Copy every line below that has the word "nodes" in it.

Dataset entries:
☆ ☆ ☆ ☆ ☆

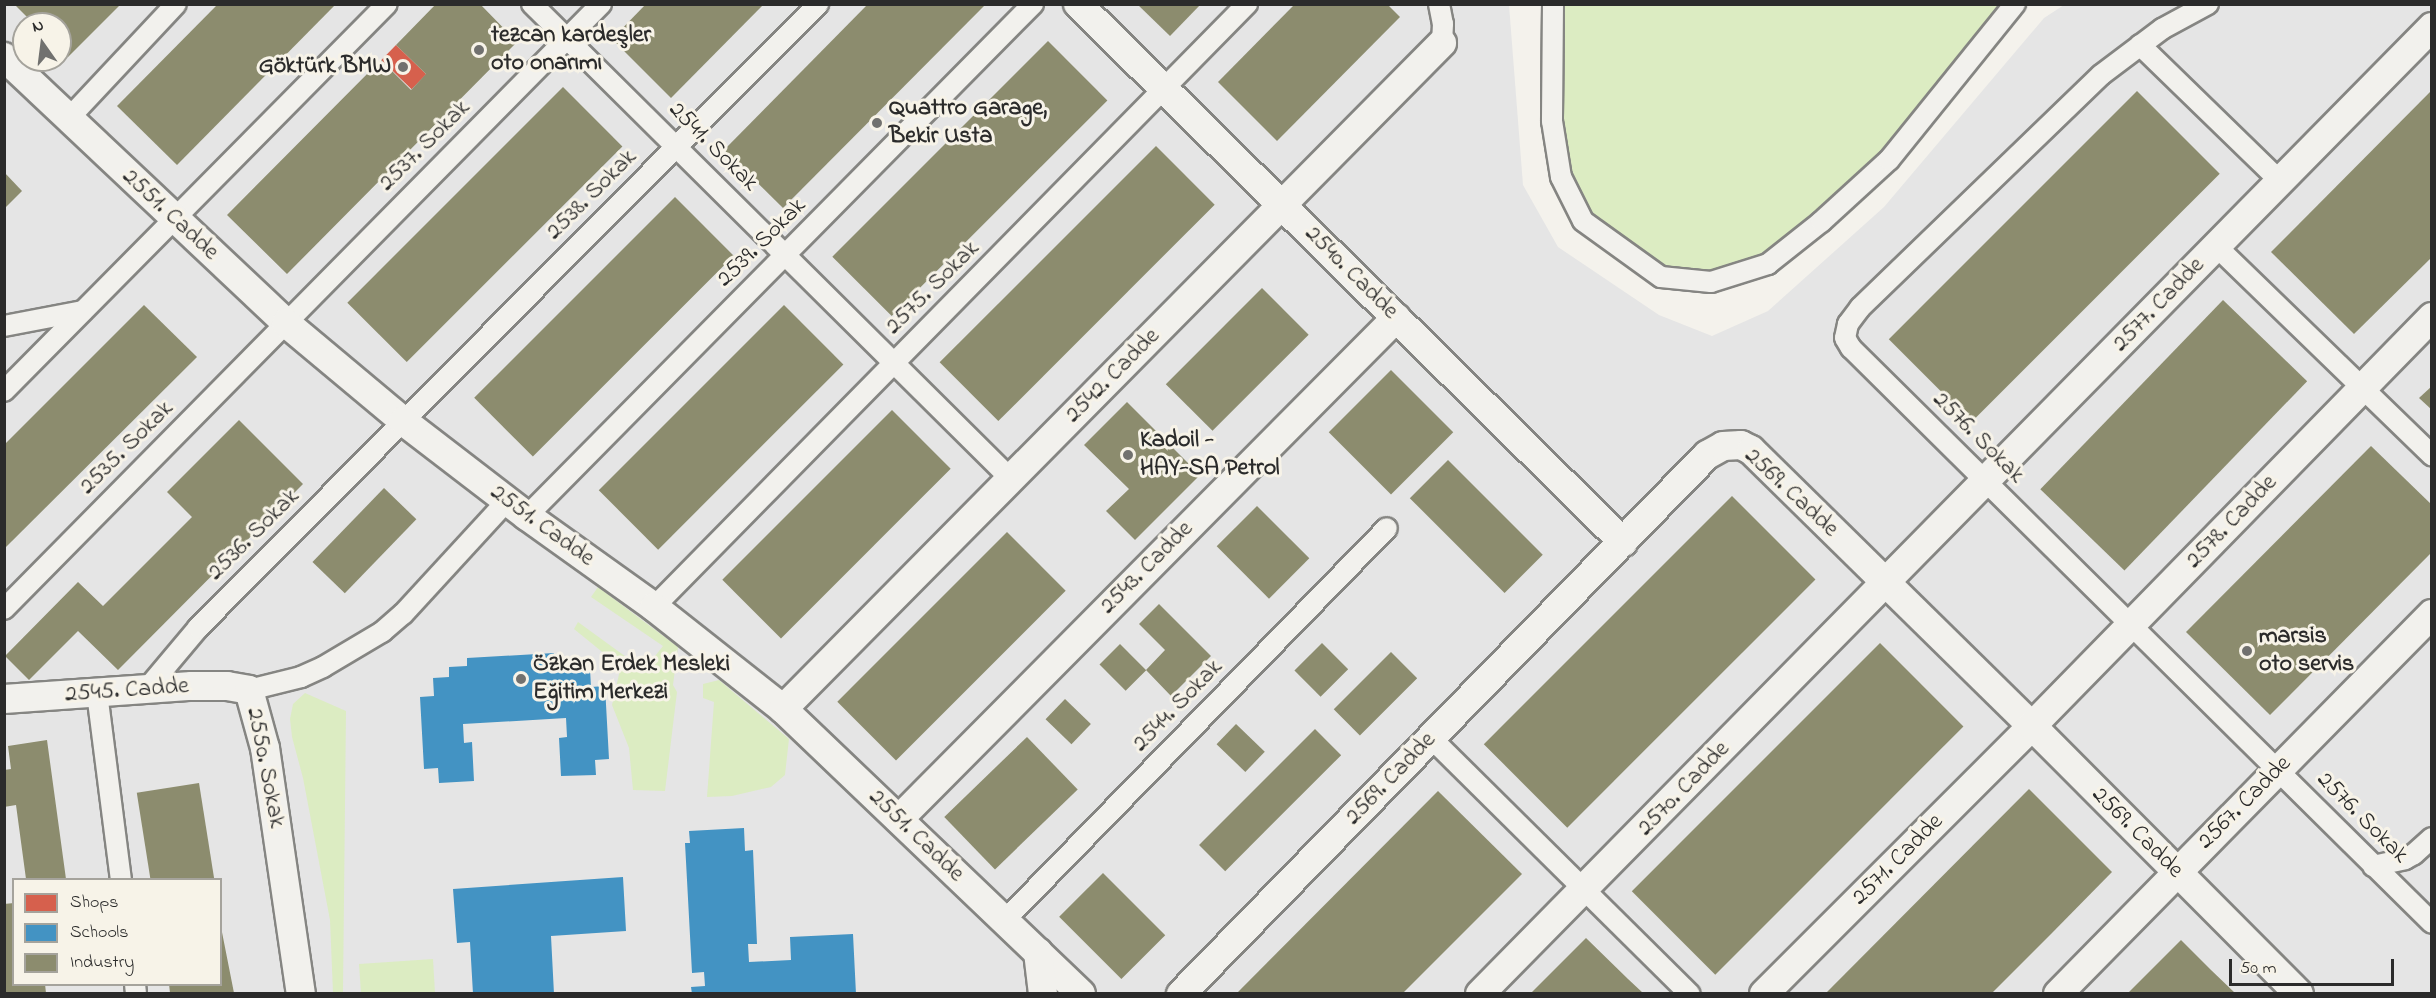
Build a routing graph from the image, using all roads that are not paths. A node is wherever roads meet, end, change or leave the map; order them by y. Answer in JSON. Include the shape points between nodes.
{"nodes":[{"id":1,"x":176,"y":4,"type":"edge"},
{"id":2,"x":387,"y":4,"type":"edge"},
{"id":3,"x":532,"y":4,"type":"edge"},
{"id":4,"x":601,"y":4,"type":"edge"},
{"id":5,"x":818,"y":4,"type":"edge"},
{"id":6,"x":1033,"y":4,"type":"edge"},
{"id":7,"x":1078,"y":4,"type":"edge"},
{"id":8,"x":1247,"y":4,"type":"edge"},
{"id":9,"x":1439,"y":4,"type":"edge"},
{"id":10,"x":1553,"y":4,"type":"edge"},
{"id":11,"x":2014,"y":4,"type":"edge"},
{"id":12,"x":2208,"y":4,"type":"edge"},
{"id":13,"x":2432,"y":27,"type":"edge"},
{"id":14,"x":567,"y":39,"type":"junction"},
{"id":15,"x":1442,"y":43,"type":"joint"},
{"id":16,"x":2140,"y":45,"type":"junction"},
{"id":17,"x":4,"y":57,"type":"edge"},
{"id":18,"x":1165,"y":90,"type":"junction"},
{"id":19,"x":69,"y":118,"type":"junction"},
{"id":20,"x":676,"y":147,"type":"junction"},
{"id":21,"x":2280,"y":182,"type":"junction"},
{"id":22,"x":1282,"y":205,"type":"junction"},
{"id":23,"x":174,"y":220,"type":"junction"},
{"id":24,"x":2216,"y":246,"type":"junction"},
{"id":25,"x":785,"y":255,"type":"junction"},
{"id":26,"x":83,"y":311,"type":"junction"},
{"id":27,"x":2432,"y":317,"type":"edge"},
{"id":28,"x":1396,"y":318,"type":"junction"},
{"id":29,"x":286,"y":323,"type":"junction"},
{"id":30,"x":4,"y":326,"type":"edge"},
{"id":31,"x":894,"y":364,"type":"junction"},
{"id":32,"x":2362,"y":389,"type":"junction"},
{"id":33,"x":4,"y":391,"type":"edge"},
{"id":34,"x":403,"y":421,"type":"junction"},
{"id":35,"x":2432,"y":455,"type":"edge"},
{"id":36,"x":1011,"y":479,"type":"junction"},
{"id":37,"x":1986,"y":481,"type":"junction"},
{"id":38,"x":517,"y":509,"type":"junction"},
{"id":39,"x":1387,"y":528,"type":"dead end"},
{"id":40,"x":1623,"y":542,"type":"junction"},
{"id":41,"x":1886,"y":583,"type":"junction"},
{"id":42,"x":654,"y":607,"type":"junction"},
{"id":43,"x":4,"y":609,"type":"edge"},
{"id":44,"x":2432,"y":614,"type":"edge"},
{"id":45,"x":2131,"y":625,"type":"junction"},
{"id":46,"x":146,"y":690,"type":"junction"},
{"id":47,"x":249,"y":690,"type":"junction"},
{"id":48,"x":97,"y":693,"type":"junction"},
{"id":49,"x":4,"y":699,"type":"edge"},
{"id":50,"x":783,"y":709,"type":"junction"},
{"id":51,"x":2032,"y":726,"type":"junction"},
{"id":52,"x":1431,"y":738,"type":"junction"},
{"id":53,"x":2277,"y":771,"type":"junction"},
{"id":54,"x":899,"y":819,"type":"junction"},
{"id":55,"x":2432,"y":838,"type":"edge"},
{"id":56,"x":2373,"y":866,"type":"junction"},
{"id":57,"x":2176,"y":873,"type":"junction"},
{"id":58,"x":121,"y":878,"type":"edge"},
{"id":59,"x":1585,"y":889,"type":"junction"},
{"id":60,"x":1005,"y":920,"type":"junction"},
{"id":61,"x":2432,"y":924,"type":"edge"},
{"id":62,"x":1038,"y":952,"type":"junction"},
{"id":63,"x":301,"y":993,"type":"edge"},
{"id":64,"x":1043,"y":993,"type":"edge"},
{"id":65,"x":1081,"y":993,"type":"edge"},
{"id":66,"x":1181,"y":993,"type":"edge"},
{"id":67,"x":1480,"y":993,"type":"edge"},
{"id":68,"x":1690,"y":993,"type":"edge"},
{"id":69,"x":1764,"y":993,"type":"edge"},
{"id":70,"x":2058,"y":993,"type":"edge"},
{"id":71,"x":2299,"y":993,"type":"edge"}],
"edges":[{"from":1,"to":19,"type":"street"},
{"from":2,"to":23,"type":"street"},
{"from":3,"to":14,"type":"street","name":"2541. Sokak"},
{"from":4,"to":14,"type":"street","name":"2537. Sokak"},
{"from":5,"to":20,"type":"street","name":"2538. Sokak"},
{"from":6,"to":25,"type":"street","name":"2539. Sokak"},
{"from":7,"to":18,"type":"street","name":"2540. Cadde"},
{"from":8,"to":18,"type":"street","name":"2575. Sokak"},
{"from":9,"to":15,"type":"street"},
{"from":10,"to":11,"type":"street","via":[[1552,122],[1561,177],[1583,221],[1661,277],[1711,282],[1768,264],[1855,191],[1888,160]]},
{"from":12,"to":16,"type":"street","name":"2576. Sokak"},
{"from":13,"to":21,"type":"street","name":"2577. Cadde"},
{"from":14,"to":20,"type":"street","name":"2541. Sokak"},
{"from":14,"to":29,"type":"street","name":"2537. Sokak"},
{"from":15,"to":22,"type":"street","name":"2542. Cadde"},
{"from":16,"to":21,"type":"street"},
{"from":16,"to":37,"type":"street","name":"2576. Sokak","via":[[2101,75],[1848,324],[1845,338],[1851,348]]},
{"from":17,"to":19,"type":"street","name":"2551. Cadde"},
{"from":18,"to":22,"type":"street","name":"2540. Cadde"},
{"from":18,"to":31,"type":"street","name":"2575. Sokak"},
{"from":19,"to":23,"type":"street","name":"2551. Cadde"},
{"from":20,"to":25,"type":"street","name":"2541. Sokak"},
{"from":20,"to":34,"type":"street","name":"2538. Sokak"},
{"from":21,"to":24,"type":"street","name":"2577. Cadde"},
{"from":22,"to":28,"type":"street","name":"2540. Cadde"},
{"from":22,"to":36,"type":"street","name":"2542. Cadde"},
{"from":23,"to":26,"type":"street"},
{"from":23,"to":29,"type":"street","name":"2551. Cadde"},
{"from":24,"to":32,"type":"street"},
{"from":24,"to":37,"type":"street","name":"2577. Cadde"},
{"from":25,"to":31,"type":"street","name":"2541. Sokak"},
{"from":25,"to":38,"type":"street","name":"2539. Sokak"},
{"from":26,"to":30,"type":"street"},
{"from":26,"to":33,"type":"street"},
{"from":27,"to":32,"type":"street","name":"2578. Cadde"},
{"from":28,"to":40,"type":"street","name":"2540. Cadde"},
{"from":28,"to":54,"type":"street","name":"2543. Cadde"},
{"from":29,"to":34,"type":"street","name":"2551. Cadde"},
{"from":29,"to":43,"type":"street","name":"2535. Sokak"},
{"from":31,"to":36,"type":"street","name":"2541. Sokak"},
{"from":31,"to":42,"type":"street","name":"2575. Sokak"},
{"from":32,"to":35,"type":"street"},
{"from":32,"to":45,"type":"street","name":"2578. Cadde"},
{"from":34,"to":38,"type":"street","name":"2551. Cadde"},
{"from":34,"to":46,"type":"street","name":"2536. Sokak","via":[[198,628]]},
{"from":36,"to":50,"type":"street","name":"2542. Cadde"},
{"from":37,"to":41,"type":"street","name":"2577. Cadde"},
{"from":37,"to":45,"type":"street","name":"2576. Sokak"},
{"from":38,"to":42,"type":"street","name":"2551. Cadde"},
{"from":38,"to":47,"type":"street","name":"2550. Sokak","via":[[382,632],[323,667],[290,681]]},
{"from":39,"to":60,"type":"street","name":"2544. Sokak"},
{"from":40,"to":41,"type":"street","name":"2569. Cadde","via":[[1707,455],[1723,447],[1741,445],[1751,450]]},
{"from":40,"to":52,"type":"street","name":"2569. Cadde"},
{"from":41,"to":51,"type":"street","name":"2569. Cadde"},
{"from":41,"to":59,"type":"street","name":"2570. Cadde"},
{"from":42,"to":50,"type":"street","name":"2551. Cadde"},
{"from":44,"to":53,"type":"street","name":"2567. Cadde"},
{"from":45,"to":51,"type":"street","name":"2578. Cadde"},
{"from":45,"to":53,"type":"street","name":"2576. Sokak"},
{"from":46,"to":47,"type":"street","name":"2545. Cadde","via":[[227,686]]},
{"from":46,"to":48,"type":"street","name":"2545. Cadde"},
{"from":47,"to":63,"type":"street","name":"2550. Sokak","via":[[265,748]]},
{"from":48,"to":49,"type":"street","name":"2545. Cadde"},
{"from":48,"to":58,"type":"street"},
{"from":50,"to":54,"type":"street","name":"2551. Cadde"},
{"from":51,"to":57,"type":"street","name":"2569. Cadde"},
{"from":51,"to":69,"type":"street","name":"2571. Cadde"},
{"from":52,"to":59,"type":"street"},
{"from":52,"to":66,"type":"street","name":"2569. Cadde"},
{"from":53,"to":56,"type":"street","name":"2576. Sokak"},
{"from":53,"to":57,"type":"street","name":"2567. Cadde"},
{"from":54,"to":60,"type":"street","name":"2551. Cadde"},
{"from":55,"to":56,"type":"street","via":[[2405,859]]},
{"from":56,"to":61,"type":"street","name":"2576. Sokak"},
{"from":57,"to":70,"type":"street","name":"2567. Cadde"},
{"from":57,"to":71,"type":"street","name":"2569. Cadde"},
{"from":59,"to":67,"type":"street","name":"2570. Cadde"},
{"from":59,"to":68,"type":"street"},
{"from":60,"to":62,"type":"street","name":"2551. Cadde"},
{"from":62,"to":64,"type":"street"},
{"from":62,"to":65,"type":"street","name":"2551. Cadde"}]}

☆ ☆ ☆ ☆ ☆

● Answer space:
Build a routing graph from the image, using all roads that are not paths. A node is wherever roads meet, end, change or leave the map; order them by y. Answer in JSON. Include the shape points between nodes.
{"nodes":[{"id":1,"x":176,"y":4,"type":"edge"},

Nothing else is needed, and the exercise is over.